[[ INFORMATION, beginning ]]

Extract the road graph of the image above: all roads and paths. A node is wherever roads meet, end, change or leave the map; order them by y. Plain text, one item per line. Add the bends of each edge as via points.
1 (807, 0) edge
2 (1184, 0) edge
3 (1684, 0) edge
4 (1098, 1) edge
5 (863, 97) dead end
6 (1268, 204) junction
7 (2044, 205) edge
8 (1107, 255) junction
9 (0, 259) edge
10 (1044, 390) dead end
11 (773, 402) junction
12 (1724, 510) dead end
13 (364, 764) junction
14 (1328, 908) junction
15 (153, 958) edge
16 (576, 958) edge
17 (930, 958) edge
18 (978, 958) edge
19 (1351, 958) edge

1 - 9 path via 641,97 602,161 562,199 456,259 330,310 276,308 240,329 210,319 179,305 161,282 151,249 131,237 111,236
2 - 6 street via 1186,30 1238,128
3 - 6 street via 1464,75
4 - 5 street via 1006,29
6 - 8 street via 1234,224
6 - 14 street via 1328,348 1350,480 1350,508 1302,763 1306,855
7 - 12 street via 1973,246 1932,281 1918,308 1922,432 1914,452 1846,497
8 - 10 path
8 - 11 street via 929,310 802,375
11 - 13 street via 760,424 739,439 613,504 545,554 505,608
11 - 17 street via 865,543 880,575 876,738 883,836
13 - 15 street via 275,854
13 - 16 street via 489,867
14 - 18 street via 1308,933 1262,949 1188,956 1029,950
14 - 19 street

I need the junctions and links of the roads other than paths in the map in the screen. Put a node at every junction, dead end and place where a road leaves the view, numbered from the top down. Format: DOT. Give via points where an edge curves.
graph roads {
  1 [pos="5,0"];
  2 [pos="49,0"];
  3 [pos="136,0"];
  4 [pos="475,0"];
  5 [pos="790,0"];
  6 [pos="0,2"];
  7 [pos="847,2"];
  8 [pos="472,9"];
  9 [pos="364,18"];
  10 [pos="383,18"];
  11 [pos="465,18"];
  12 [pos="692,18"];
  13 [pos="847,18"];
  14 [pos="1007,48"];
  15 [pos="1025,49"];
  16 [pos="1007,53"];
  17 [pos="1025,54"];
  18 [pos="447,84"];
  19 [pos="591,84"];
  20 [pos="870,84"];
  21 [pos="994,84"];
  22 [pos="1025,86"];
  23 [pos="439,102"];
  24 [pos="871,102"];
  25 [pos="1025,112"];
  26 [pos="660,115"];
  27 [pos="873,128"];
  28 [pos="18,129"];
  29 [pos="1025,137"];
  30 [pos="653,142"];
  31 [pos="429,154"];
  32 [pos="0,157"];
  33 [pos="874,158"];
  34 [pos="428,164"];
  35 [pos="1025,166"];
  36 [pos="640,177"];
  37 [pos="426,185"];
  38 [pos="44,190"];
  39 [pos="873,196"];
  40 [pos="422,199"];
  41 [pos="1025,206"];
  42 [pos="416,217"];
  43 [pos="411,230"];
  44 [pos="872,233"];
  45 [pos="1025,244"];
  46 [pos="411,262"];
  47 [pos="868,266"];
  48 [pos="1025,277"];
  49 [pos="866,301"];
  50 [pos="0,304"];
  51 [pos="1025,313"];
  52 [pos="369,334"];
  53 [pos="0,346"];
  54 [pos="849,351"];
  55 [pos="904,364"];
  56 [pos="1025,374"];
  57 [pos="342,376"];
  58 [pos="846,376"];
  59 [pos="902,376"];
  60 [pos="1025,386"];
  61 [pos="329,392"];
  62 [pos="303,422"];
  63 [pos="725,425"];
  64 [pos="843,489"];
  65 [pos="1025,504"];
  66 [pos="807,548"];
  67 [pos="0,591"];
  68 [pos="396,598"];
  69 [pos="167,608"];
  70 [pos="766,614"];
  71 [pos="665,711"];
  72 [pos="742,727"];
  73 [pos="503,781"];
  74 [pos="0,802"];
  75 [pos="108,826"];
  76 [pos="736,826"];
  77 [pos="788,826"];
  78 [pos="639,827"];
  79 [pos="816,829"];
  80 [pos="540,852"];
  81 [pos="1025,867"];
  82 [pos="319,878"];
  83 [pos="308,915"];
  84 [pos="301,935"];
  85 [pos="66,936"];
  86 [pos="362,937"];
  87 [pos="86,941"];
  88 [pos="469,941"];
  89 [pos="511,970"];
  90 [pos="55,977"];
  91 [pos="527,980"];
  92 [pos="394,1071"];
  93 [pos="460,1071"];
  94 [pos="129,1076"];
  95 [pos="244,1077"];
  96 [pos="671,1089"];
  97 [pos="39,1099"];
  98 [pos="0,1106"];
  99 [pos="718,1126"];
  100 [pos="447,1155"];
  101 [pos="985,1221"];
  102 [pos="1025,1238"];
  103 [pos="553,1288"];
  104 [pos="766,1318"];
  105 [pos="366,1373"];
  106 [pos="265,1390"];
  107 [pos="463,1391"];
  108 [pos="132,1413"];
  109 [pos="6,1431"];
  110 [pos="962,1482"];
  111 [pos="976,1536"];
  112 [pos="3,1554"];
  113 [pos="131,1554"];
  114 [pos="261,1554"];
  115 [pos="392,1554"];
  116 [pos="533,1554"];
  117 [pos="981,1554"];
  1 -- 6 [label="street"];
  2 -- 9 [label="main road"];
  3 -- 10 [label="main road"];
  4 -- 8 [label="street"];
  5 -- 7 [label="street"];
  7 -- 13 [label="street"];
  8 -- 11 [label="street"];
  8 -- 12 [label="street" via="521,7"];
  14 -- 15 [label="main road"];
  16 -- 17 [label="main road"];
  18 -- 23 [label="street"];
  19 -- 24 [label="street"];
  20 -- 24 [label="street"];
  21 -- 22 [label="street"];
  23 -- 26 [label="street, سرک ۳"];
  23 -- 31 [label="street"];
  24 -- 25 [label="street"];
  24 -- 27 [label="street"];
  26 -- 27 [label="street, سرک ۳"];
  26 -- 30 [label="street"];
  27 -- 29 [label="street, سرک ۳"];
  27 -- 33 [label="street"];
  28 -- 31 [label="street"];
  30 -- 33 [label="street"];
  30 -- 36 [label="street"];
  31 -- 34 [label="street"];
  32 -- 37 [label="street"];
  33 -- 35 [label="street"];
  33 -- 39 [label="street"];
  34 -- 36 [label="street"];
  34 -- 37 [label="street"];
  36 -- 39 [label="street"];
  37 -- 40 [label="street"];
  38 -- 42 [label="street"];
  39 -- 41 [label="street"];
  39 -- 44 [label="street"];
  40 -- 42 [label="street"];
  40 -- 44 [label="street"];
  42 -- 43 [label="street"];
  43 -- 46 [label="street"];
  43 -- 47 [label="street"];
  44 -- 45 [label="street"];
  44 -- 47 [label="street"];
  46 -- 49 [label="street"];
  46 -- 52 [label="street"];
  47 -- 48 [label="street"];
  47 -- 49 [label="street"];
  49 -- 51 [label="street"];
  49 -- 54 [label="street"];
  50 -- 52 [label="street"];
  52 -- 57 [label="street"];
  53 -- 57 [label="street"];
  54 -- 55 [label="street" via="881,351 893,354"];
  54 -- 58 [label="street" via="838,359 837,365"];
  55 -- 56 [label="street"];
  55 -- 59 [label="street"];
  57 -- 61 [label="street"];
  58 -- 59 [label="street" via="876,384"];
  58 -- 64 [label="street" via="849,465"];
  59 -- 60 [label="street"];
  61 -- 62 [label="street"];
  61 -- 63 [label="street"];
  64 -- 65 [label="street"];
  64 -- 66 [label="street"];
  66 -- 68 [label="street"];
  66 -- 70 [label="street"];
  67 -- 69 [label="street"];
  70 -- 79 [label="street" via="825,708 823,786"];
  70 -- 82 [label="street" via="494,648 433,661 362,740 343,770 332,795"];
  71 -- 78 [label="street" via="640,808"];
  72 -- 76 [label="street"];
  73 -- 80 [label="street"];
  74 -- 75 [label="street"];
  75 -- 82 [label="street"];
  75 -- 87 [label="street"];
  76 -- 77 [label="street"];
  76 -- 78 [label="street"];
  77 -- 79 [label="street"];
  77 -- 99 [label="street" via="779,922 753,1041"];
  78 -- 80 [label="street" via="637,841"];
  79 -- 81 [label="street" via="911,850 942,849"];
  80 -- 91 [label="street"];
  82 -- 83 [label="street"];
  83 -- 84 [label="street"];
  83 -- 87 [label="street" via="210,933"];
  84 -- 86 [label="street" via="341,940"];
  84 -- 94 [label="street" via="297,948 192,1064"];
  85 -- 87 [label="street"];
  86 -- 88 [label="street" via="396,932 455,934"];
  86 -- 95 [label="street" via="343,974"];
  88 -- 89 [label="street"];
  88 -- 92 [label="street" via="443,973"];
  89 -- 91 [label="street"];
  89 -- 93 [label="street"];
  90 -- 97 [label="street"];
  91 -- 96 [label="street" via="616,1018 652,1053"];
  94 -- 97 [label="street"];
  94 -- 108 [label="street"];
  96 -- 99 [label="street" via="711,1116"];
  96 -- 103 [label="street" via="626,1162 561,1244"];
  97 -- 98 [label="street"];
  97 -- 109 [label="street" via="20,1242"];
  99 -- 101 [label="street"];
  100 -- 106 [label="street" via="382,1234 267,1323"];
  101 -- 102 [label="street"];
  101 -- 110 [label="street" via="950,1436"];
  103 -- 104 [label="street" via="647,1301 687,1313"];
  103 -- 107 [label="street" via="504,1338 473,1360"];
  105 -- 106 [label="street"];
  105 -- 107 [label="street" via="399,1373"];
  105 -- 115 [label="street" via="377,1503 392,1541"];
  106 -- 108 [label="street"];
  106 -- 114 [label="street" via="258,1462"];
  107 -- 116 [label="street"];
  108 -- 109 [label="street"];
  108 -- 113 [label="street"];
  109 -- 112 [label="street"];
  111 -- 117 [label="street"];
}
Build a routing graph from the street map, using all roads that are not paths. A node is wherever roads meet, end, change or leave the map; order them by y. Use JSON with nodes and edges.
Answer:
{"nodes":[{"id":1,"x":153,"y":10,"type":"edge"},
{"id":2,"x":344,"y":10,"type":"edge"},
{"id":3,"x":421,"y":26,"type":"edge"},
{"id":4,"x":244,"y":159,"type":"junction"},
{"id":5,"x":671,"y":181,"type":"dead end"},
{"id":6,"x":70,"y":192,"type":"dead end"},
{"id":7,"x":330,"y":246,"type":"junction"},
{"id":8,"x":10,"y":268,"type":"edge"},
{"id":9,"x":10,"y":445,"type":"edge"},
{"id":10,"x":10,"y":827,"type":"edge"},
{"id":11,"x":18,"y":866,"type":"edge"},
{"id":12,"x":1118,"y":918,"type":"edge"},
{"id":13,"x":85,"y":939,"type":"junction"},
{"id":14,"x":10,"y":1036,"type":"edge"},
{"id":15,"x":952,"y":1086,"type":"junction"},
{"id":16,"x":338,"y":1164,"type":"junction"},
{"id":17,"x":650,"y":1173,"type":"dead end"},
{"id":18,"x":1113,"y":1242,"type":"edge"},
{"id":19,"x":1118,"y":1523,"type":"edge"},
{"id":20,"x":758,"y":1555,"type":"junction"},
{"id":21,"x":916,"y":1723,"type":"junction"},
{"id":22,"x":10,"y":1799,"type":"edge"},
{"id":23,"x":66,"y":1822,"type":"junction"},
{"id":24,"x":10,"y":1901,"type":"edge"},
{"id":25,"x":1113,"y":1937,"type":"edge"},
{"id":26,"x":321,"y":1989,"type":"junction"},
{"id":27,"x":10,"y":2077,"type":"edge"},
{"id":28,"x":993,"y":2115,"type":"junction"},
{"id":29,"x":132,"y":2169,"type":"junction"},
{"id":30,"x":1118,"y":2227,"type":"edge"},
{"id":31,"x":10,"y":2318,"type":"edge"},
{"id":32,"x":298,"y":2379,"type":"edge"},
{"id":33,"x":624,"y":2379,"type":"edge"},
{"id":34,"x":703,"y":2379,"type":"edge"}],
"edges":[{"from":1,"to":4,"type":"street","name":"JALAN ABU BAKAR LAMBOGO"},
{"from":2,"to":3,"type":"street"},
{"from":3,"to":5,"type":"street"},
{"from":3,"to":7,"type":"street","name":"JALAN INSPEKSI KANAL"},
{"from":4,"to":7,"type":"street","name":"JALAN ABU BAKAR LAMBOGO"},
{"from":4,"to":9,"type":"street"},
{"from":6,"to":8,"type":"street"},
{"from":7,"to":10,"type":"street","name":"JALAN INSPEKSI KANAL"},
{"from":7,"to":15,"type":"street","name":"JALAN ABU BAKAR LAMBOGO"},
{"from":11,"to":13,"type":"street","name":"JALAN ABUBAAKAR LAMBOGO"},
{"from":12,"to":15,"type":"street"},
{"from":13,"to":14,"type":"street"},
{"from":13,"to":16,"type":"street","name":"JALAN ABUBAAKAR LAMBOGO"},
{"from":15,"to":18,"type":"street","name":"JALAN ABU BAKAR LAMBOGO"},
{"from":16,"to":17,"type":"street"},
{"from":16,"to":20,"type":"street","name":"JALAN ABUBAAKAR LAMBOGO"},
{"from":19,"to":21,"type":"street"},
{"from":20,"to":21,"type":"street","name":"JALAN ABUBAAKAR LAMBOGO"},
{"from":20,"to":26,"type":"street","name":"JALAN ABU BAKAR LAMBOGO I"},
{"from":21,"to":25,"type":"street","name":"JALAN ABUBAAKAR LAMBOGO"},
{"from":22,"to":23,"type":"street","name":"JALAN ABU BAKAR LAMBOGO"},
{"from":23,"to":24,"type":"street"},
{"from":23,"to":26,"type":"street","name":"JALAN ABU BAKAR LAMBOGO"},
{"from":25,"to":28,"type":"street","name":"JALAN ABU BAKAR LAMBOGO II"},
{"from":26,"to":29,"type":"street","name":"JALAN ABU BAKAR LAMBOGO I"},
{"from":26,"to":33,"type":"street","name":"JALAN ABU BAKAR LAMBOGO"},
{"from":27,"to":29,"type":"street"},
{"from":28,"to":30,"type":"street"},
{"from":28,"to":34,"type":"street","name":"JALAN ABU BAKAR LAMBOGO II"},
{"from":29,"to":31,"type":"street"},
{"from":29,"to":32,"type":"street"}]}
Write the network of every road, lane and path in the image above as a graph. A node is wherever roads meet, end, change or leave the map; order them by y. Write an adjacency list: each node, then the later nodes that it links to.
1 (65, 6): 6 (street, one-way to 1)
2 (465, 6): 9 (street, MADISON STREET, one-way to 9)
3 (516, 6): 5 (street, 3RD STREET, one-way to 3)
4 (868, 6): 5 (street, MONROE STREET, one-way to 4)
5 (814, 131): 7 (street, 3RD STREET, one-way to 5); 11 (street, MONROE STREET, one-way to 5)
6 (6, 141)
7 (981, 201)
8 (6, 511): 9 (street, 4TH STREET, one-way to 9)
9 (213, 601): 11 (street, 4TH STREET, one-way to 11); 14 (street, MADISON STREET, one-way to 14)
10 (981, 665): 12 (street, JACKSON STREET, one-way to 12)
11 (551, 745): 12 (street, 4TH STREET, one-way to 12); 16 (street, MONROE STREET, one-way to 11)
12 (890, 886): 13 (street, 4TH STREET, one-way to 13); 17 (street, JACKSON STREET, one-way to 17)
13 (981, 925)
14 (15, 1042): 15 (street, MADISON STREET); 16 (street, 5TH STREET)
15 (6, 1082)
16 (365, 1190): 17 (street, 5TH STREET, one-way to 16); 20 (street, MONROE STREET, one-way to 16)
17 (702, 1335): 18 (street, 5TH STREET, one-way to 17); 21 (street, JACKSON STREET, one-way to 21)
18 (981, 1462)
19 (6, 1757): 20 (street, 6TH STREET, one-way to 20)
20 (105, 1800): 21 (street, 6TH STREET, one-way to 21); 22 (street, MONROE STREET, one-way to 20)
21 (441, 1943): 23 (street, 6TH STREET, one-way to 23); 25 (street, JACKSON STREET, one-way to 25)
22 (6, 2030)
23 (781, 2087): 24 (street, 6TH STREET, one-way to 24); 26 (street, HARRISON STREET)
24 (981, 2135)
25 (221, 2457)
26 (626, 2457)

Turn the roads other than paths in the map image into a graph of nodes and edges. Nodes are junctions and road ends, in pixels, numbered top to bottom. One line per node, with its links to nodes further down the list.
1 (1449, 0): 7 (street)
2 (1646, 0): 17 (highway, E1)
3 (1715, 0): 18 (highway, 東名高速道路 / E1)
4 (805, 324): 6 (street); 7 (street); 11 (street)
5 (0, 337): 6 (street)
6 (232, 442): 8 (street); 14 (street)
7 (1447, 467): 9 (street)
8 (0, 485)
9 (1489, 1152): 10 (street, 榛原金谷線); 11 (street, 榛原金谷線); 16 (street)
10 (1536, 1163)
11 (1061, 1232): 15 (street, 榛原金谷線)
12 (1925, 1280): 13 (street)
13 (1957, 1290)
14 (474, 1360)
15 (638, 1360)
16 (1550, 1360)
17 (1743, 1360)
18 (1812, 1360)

[[ INFORMATION, end ]]

=== TASK DESCRIPTION ===
Wherever "roads" occurs in the entries above, copy the line it sits on.

=== EXPECTED ANSWER ===
Extract the road graph of the image above: all roads and paths. A node is wherever roads meet, end, change or leave the map; order them by y. Plain text, one item per line. Add the bends of each edge as via points.
I need the junctions and links of the roads other than paths in the map in the screen. Put a node at every junction, dead end and place where a road leaves the view, numbered from the top down. Format: DOT. Give via points where an edge curves.
graph roads {
Build a routing graph from the street map, using all roads that are not paths. A node is wherever roads meet, end, change or leave the map; order them by y. Use JSON with nodes and edges.
Write the network of every road, lane and path in the image above as a graph. A node is wherever roads meet, end, change or leave the map; order them by y. Write an adjacency list: each node, then the later nodes that it links to.
Turn the roads other than paths in the map image into a graph of nodes and edges. Nodes are junctions and road ends, in pixels, numbered top to bottom. One line per node, with its links to nodes further down the list.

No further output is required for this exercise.